(Saved entries)
====================
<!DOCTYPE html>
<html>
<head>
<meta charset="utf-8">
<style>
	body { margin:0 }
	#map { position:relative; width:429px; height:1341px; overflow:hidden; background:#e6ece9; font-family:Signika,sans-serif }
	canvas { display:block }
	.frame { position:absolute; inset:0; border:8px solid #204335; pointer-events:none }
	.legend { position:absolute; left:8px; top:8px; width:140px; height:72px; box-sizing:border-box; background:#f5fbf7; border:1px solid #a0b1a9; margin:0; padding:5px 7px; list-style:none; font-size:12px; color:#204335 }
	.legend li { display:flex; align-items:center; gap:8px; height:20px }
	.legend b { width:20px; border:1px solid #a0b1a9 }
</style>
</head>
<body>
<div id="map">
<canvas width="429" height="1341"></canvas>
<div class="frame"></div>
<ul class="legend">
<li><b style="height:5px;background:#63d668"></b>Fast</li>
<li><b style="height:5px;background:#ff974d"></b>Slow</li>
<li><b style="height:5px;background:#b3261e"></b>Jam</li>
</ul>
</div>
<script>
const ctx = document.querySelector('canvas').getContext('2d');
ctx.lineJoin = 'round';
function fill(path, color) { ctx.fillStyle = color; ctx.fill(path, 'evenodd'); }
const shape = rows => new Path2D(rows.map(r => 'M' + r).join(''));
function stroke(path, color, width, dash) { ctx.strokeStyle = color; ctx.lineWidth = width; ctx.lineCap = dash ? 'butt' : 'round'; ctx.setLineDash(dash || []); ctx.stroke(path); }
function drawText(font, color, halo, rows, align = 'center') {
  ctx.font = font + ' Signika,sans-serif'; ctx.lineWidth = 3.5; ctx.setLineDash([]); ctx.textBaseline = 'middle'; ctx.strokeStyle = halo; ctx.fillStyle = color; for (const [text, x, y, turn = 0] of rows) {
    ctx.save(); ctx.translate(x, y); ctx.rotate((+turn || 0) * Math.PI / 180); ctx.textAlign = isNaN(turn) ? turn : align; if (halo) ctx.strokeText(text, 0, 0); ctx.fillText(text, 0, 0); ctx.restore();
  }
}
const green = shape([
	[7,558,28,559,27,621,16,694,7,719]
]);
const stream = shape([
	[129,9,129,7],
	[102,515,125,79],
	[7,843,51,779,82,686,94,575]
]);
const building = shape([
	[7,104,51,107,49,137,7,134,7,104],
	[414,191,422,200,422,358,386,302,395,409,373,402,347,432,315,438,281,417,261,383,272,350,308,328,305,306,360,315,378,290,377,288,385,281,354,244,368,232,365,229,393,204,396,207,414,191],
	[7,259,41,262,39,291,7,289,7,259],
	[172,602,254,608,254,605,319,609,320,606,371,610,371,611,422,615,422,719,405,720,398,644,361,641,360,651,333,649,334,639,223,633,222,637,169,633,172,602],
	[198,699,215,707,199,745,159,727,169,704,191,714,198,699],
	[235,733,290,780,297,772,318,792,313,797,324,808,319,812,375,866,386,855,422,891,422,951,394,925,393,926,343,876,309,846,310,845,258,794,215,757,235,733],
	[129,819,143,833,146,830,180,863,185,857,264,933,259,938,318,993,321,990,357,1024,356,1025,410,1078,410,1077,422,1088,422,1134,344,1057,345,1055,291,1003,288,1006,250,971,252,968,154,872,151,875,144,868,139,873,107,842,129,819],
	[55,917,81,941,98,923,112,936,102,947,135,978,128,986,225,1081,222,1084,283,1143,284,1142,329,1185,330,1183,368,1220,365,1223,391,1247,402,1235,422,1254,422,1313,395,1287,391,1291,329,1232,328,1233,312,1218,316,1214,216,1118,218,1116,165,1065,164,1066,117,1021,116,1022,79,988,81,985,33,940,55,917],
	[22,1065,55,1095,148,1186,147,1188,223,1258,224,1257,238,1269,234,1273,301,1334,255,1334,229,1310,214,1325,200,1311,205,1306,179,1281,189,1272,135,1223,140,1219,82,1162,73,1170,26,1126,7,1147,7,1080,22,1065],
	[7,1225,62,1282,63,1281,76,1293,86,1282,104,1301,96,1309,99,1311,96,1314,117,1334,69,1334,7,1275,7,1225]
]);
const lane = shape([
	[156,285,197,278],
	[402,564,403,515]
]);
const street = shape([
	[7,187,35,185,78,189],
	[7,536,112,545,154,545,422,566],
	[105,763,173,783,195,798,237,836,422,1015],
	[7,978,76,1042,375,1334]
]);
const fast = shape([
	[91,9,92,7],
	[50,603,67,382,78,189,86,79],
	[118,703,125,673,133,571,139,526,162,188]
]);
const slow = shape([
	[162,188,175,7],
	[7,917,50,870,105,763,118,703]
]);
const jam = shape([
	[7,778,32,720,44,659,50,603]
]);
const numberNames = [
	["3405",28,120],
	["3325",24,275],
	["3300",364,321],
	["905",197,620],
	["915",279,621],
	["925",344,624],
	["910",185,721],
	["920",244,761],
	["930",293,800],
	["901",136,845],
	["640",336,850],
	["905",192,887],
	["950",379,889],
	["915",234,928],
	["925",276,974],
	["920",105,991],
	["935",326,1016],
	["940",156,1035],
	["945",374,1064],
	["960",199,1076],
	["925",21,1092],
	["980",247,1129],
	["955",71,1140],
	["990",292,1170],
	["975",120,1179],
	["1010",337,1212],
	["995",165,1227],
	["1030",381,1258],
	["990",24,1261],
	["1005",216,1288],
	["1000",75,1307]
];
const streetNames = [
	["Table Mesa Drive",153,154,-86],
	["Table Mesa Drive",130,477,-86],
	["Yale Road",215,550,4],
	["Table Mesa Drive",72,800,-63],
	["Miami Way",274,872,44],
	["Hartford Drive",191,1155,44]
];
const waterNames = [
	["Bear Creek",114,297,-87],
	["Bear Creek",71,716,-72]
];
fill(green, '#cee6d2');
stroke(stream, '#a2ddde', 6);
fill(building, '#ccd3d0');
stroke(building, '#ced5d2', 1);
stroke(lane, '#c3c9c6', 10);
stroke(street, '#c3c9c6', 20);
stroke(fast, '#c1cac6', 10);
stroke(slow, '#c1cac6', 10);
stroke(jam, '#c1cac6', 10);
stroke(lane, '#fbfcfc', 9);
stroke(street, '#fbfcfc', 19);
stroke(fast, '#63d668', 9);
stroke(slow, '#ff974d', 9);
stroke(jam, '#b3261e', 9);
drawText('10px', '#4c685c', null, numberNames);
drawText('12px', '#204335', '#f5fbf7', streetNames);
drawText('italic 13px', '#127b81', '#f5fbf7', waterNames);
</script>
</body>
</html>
====================
* **Description of the task**
Scan the records for the word "lineWidth" and copy every line where it is found.

* **Result of this task**
function stroke(path, color, width, dash) { ctx.strokeStyle = color; ctx.lineWidth = width; ctx.lineCap = dash ? 'butt' : 'round'; ctx.setLineDash(dash || []); ctx.stroke(path); }
  ctx.font = font + ' Signika,sans-serif'; ctx.lineWidth = 3.5; ctx.setLineDash([]); ctx.textBaseline = 'middle'; ctx.strokeStyle = halo; ctx.fillStyle = color; for (const [text, x, y, turn = 0] of rows) {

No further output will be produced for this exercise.